Musical style and genre

Ladishah (also spelled Ladi Shah or Laddi Shah) is a storytelling musical genre originated in Jammu and Kashmir with its roots in traditional and humorous folk singing originally sung by minstrels while locally wondering from one place to another. It is usually sung in Kashmiri language to express anguish or to entertain people in a rhythmic form primarily revolves around political, social and cultural issues in the form of ballad or melodious satire. It is identified when an entertainer raises their concerns in the form of humorous and melody singing without a voice break at some occurrences. It is sung with a musical instrument called dhukar, a traditional instrument consisting of two metal rods. Sometimes, an artist sings without a musical instrument.

Encompasses the medieval music, a ladishah singer literally acts as a communicator in a society to convey their message to the people either for public entertainment purpose or to address political views, social consciousness or cultural competence without practicing false consciousness and parody music. In broad sense, a ladishah artist is also referred to as a "street performer" or "historical describer" depending on lyrics.

== History ==
Ladishah genre originally emerged as a popular lyrics narrating with a combination of situational ballad, humorous and melody tone in Jammu and Kashmir princely state around eighteenth or nineteenth century. It has its roots in the culture of Kashmir written and narrated by the same entertainer. Literary associated with Kashmiri literature, it was initially used to criticise the rulers engaged in human rights abuse. Some local people believe that ladishah songs were used to be sung during the harvest season particularly exercised by nomads to get food in return.

Over the times with modern music revolution, the genre became less popular or almost unknown to the people, and subsequently it declined due to Kashmir conflict, a war that triggered unrest since the military conflict started in the region.

=== Contemporary history ===
While ladishah was originally performed by male artists, in 2020, Syed Areej Safvi, a Kashmiri artist became the first woman in Kashmir to perform ladishah.

== Origin ==
Some historians regard this as a dependent genre, while Farooq Fayaz, a Kashmiri author and an associate professor of the University of Kashmir at History department identifies it as an independent genre of traditional singing. The genre, according to the department of History, was first sung or created by a Kashmiri singer from Lari village of Pulwama district. He belonged to Shah dynasty and people used to call him "Shah of Lari" and hence the genre became known as "Ladishah".

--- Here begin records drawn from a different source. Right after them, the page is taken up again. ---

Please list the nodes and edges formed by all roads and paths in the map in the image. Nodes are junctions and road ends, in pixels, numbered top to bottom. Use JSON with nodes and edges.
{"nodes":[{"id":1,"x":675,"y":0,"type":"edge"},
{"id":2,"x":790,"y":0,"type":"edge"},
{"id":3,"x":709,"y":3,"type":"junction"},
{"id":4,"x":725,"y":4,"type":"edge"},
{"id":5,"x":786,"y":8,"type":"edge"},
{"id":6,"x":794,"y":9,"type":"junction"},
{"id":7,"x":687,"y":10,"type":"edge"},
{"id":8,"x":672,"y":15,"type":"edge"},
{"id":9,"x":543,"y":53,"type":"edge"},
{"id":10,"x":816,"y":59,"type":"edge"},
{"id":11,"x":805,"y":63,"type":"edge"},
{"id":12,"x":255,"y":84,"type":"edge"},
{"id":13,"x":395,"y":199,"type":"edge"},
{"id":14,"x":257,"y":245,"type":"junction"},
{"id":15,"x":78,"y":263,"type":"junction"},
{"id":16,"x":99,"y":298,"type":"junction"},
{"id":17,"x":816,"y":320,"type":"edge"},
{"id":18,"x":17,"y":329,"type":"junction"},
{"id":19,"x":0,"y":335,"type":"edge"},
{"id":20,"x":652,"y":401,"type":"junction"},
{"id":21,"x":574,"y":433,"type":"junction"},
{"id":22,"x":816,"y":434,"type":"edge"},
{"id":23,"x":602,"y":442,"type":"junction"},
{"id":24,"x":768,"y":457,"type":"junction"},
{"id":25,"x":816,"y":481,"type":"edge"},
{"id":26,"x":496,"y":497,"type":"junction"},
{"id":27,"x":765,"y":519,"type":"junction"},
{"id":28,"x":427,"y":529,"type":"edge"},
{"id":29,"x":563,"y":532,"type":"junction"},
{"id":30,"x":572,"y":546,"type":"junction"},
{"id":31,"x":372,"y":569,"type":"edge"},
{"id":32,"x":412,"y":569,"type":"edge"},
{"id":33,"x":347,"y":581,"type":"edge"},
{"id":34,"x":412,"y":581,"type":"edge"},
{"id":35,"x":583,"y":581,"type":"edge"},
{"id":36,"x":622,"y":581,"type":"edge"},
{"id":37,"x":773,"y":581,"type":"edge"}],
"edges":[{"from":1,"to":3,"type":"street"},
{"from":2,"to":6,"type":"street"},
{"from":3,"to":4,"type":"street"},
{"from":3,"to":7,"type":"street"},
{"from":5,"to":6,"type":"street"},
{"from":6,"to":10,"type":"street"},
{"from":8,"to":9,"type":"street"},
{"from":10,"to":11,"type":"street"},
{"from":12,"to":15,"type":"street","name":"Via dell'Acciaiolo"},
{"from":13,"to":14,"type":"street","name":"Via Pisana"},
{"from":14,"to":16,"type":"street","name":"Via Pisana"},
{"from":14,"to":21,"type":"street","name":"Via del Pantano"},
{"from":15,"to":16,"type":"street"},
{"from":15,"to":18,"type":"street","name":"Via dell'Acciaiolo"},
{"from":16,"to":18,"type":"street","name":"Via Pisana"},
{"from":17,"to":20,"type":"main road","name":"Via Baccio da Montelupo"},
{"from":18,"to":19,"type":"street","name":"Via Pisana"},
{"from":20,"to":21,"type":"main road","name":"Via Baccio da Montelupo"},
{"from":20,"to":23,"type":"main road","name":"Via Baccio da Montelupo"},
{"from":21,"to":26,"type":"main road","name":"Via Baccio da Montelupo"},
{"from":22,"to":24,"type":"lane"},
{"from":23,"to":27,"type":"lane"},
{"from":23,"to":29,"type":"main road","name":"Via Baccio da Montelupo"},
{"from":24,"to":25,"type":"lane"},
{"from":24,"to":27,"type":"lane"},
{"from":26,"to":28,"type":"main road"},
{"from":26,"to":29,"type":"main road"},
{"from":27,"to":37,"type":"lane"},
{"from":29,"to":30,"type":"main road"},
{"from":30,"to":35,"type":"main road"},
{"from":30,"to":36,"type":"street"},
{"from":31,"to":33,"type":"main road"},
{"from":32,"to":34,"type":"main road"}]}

It is described by various literary figures in different opinions, making it difficult to track its academic records historically. Some poets, including Zareef Ahmad Zareef recognize the word "Ladishah" to have originated from the word "Ladi" means a row or line and the word "Shah" was used to describe Muslim rulers who reigned the Kashmir Valley over multiple occasions.

== Style ==
Ladishah is usually performed wearing traditional dress such as pheran on stages and streets in particular, and while it delivers critical commentaries and thinking on various subjects, dukar instrument is used to play a thin ringing sounds every time a word is produced by the singer.